If I'm correct, Ghostbsd and void linux have some things in common. Like runit and libressl.


----------



## gpw928 (Oct 16, 2019)

HardenedBSD looks like an active fork to me.


----------



## drhowarddrfine (Oct 16, 2019)

Like almost all Linux users, one should not spend so much time trying to find the perfect OS and, instead, just learn the one they have and learn how to adjust it to their pleasure. There will be far more satisfaction along with a higher degree of how it works.


----------



## userxbw (Oct 16, 2019)

Not this on, even I a Linux first user, after seeing that most of the distros re just copies of an original, which there really isn't many. Slackware, RedHat, Debian, Arch,  to name a few of the forerunners, the rest are just derivatives of them.

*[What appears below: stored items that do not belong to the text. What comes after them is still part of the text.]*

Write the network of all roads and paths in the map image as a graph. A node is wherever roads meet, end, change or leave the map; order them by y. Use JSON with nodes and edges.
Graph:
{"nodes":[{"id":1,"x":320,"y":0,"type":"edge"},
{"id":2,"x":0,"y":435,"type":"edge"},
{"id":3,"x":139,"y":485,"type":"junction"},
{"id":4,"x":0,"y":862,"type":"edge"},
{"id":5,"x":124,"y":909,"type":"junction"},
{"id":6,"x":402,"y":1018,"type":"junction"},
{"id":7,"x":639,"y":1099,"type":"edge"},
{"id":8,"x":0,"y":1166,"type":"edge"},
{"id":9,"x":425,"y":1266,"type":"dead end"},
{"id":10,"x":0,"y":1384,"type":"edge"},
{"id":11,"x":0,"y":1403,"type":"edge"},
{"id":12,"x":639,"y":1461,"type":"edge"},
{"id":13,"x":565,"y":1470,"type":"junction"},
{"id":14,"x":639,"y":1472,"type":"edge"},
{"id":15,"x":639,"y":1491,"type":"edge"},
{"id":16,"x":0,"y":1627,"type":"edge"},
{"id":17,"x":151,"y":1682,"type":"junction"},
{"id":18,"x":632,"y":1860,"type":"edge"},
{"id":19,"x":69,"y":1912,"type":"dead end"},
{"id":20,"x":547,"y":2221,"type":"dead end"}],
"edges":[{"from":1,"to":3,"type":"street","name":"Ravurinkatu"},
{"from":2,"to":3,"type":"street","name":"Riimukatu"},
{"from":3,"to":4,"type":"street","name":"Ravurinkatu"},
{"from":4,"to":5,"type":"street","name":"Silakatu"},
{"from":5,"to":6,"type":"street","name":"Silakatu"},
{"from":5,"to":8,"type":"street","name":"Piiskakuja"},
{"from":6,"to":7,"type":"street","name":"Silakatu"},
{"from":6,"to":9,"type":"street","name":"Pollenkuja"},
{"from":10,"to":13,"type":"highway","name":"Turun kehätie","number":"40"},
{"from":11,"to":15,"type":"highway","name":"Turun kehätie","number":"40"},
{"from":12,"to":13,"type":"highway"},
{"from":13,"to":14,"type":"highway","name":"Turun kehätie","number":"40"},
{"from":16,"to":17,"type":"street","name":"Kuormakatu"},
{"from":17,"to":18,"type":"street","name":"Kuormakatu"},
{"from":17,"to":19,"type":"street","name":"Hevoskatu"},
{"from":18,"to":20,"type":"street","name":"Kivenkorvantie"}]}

Nothing much better, just someones idea of another spin on them making a default desktop, but the guts are still the same.

Therefore one is not getting a 'better' distro by installing LinuxMint, (though that is  a nicer Linux then Ubunutu saturated distro MO).

I just got for the orginal then modify it to my liking.

Same for FreeBSD, every *BSD I seen out there branches off from FreeBSD, so why not just use FreeBSD and modify it to your own liking?

It's a pretty much from scratch OS being no desktop GUI Xorg, OS. just a barebones Server setup install.  Everyone else is trying on there own to come up with something different because of there own personal reasons, look up the history on it.

anyways as with most others in here, Might as well just use FreeBSD because all of or most all of the others pull from it anyways and some are not even being maintained anymore, or if they are not as often perhaps due to lack of people working on it to do so.
te

Just get a scripting language under your belt and the basic commands on now to run and maintain the system you're pretty much good to go, anything else... well that is what the forums are for.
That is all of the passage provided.